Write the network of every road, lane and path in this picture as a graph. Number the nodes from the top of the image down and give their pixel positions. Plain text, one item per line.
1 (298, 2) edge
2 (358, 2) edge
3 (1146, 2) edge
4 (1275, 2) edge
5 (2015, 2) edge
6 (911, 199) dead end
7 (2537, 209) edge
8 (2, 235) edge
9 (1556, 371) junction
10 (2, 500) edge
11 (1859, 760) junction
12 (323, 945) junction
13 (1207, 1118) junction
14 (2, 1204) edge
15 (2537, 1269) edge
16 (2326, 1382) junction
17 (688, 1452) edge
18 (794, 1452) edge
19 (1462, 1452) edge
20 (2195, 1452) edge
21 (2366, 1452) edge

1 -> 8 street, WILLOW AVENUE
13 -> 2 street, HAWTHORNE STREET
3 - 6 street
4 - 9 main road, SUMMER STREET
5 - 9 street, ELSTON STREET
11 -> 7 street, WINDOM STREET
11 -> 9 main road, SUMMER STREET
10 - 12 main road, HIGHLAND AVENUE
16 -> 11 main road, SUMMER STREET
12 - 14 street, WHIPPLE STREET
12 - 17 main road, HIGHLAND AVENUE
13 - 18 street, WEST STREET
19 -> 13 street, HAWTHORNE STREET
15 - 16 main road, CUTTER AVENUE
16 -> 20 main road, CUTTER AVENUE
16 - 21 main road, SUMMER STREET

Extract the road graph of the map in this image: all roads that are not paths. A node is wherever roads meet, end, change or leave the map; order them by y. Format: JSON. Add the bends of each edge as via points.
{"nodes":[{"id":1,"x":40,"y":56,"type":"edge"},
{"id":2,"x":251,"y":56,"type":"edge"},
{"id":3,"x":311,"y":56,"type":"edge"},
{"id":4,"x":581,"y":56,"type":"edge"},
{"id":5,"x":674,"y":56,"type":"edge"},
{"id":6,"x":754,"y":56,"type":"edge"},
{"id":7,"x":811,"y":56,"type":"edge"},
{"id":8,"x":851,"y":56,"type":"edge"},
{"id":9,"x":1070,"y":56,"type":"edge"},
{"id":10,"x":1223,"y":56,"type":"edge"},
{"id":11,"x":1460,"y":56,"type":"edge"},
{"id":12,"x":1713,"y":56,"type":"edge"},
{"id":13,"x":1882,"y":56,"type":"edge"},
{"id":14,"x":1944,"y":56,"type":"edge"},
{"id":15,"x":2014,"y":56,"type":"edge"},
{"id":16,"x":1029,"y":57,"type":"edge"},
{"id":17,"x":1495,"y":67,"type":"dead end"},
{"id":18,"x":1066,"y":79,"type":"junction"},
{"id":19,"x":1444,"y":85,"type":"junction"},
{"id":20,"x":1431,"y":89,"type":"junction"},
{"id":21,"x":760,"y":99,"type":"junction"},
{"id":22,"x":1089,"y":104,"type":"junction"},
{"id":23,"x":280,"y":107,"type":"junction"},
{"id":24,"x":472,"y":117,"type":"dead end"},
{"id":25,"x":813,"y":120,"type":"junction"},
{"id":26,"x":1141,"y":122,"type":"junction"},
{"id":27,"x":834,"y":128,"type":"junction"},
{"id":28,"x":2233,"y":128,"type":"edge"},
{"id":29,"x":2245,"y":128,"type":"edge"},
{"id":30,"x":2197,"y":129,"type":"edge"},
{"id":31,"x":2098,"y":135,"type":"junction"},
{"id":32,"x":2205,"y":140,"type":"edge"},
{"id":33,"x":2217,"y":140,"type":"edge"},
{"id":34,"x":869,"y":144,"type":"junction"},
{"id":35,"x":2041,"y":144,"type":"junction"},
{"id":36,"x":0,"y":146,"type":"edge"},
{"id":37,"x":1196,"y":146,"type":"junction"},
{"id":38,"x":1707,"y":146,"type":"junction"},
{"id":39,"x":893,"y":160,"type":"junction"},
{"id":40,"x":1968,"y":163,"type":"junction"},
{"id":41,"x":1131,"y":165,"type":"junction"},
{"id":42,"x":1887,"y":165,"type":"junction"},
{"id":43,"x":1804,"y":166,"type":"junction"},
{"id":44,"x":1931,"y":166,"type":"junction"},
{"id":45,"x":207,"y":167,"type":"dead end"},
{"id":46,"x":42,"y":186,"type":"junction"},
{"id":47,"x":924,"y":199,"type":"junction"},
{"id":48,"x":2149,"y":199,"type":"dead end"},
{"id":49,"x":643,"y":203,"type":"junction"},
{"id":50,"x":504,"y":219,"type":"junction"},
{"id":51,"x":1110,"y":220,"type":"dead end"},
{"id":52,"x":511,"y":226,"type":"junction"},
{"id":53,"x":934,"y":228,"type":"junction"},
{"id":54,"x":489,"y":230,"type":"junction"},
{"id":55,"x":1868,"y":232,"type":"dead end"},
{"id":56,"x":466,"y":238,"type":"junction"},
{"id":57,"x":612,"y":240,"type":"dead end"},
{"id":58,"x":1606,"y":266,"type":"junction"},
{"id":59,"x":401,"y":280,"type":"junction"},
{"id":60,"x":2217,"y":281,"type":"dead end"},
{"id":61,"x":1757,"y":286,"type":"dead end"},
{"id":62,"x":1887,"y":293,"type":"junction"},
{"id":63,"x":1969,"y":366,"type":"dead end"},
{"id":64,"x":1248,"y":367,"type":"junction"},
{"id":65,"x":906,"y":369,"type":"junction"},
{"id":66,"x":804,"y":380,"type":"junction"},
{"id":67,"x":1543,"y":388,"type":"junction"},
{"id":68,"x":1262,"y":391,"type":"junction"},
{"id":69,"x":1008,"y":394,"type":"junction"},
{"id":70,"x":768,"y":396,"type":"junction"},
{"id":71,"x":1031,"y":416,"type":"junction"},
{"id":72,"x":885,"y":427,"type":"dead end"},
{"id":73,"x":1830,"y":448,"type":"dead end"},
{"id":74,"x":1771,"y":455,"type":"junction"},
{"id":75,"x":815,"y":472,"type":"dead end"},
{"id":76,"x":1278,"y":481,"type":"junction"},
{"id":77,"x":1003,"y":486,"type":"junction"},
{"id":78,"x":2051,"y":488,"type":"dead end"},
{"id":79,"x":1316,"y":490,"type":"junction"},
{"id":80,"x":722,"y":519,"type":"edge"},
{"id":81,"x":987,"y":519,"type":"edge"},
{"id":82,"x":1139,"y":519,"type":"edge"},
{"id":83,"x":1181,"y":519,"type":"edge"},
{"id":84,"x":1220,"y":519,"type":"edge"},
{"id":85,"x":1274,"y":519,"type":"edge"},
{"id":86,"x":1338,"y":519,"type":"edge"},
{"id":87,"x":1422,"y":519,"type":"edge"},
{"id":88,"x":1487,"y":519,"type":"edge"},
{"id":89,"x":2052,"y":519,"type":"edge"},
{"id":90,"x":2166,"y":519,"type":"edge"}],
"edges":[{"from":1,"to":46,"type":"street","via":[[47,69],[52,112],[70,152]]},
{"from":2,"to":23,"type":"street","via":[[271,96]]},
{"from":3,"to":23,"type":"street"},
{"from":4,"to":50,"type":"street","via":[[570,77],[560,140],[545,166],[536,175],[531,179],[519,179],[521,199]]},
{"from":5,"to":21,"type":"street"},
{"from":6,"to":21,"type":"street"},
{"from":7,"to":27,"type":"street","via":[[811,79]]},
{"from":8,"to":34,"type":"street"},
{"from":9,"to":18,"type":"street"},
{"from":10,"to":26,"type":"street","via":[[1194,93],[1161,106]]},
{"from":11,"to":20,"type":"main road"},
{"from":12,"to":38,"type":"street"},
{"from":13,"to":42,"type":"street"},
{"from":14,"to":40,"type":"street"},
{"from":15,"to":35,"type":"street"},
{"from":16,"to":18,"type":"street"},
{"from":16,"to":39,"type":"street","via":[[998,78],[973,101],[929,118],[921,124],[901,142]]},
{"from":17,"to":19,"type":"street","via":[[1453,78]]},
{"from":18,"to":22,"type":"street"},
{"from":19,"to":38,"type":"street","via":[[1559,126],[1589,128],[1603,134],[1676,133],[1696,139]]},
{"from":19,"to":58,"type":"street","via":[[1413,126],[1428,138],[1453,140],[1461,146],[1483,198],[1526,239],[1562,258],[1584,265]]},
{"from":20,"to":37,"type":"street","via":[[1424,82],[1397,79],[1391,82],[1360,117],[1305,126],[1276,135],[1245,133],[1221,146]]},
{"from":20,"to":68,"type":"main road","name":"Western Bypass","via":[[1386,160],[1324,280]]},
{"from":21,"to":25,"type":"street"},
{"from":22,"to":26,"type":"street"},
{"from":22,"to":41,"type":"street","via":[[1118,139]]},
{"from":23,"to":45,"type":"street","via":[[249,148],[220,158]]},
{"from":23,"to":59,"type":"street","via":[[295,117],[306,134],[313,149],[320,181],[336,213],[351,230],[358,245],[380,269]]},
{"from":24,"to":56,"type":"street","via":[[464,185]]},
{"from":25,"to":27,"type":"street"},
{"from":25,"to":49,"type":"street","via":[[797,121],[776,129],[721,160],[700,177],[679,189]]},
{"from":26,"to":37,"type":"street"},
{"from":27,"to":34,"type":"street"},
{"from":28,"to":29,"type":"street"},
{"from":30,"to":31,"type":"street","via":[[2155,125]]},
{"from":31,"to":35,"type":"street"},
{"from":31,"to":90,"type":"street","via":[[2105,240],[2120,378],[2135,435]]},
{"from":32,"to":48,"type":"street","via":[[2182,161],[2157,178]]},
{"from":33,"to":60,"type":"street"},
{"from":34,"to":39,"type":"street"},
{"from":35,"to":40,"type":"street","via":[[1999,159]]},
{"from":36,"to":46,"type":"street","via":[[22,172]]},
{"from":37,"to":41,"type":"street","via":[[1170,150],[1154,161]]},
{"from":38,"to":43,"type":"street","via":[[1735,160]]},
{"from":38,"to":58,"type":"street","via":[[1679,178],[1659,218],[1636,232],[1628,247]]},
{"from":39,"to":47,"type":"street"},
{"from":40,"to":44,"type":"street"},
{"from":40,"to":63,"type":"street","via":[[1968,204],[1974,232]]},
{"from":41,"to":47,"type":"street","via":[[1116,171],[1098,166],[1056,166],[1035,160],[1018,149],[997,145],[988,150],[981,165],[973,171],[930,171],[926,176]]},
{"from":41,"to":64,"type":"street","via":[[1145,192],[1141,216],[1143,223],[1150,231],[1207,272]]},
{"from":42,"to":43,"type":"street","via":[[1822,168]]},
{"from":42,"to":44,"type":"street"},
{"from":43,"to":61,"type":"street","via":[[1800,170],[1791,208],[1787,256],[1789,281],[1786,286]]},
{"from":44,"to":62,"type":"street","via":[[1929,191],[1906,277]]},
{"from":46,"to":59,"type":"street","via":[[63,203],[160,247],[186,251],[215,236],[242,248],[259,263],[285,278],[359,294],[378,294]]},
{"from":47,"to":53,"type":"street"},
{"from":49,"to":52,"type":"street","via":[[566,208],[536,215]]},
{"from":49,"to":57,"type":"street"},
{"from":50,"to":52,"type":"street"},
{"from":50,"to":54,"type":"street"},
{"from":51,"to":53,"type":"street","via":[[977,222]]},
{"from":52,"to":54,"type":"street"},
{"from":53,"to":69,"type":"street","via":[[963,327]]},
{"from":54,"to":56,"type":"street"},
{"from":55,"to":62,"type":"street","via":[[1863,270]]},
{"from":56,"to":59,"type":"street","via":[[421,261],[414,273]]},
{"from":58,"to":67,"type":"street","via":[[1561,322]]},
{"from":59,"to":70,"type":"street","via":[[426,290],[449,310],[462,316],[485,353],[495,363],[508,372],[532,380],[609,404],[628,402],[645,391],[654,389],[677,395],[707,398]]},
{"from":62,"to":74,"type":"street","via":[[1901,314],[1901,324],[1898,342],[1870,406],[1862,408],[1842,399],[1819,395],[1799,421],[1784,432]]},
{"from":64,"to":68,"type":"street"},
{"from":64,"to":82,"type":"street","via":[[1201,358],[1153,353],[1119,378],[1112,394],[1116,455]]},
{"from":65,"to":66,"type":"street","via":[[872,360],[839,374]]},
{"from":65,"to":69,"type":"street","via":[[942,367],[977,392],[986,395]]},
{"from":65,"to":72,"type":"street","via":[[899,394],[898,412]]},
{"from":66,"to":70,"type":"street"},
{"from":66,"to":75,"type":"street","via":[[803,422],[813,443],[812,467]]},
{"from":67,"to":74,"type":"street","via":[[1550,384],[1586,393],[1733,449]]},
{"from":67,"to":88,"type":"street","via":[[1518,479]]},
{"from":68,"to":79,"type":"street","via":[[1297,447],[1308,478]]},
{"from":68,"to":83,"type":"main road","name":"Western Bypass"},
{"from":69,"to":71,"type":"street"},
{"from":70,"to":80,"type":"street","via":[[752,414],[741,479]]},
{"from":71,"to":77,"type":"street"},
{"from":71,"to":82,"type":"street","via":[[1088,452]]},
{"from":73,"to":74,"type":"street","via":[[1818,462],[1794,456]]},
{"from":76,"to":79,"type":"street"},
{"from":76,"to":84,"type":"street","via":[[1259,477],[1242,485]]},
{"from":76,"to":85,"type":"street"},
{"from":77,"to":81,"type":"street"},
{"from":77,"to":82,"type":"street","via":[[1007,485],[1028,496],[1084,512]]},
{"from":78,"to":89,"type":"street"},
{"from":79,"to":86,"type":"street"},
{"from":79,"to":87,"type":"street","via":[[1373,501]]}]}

********************

A single figure is required: the number of lines above in which the word "this" occurs.

--- Expected answer ---
2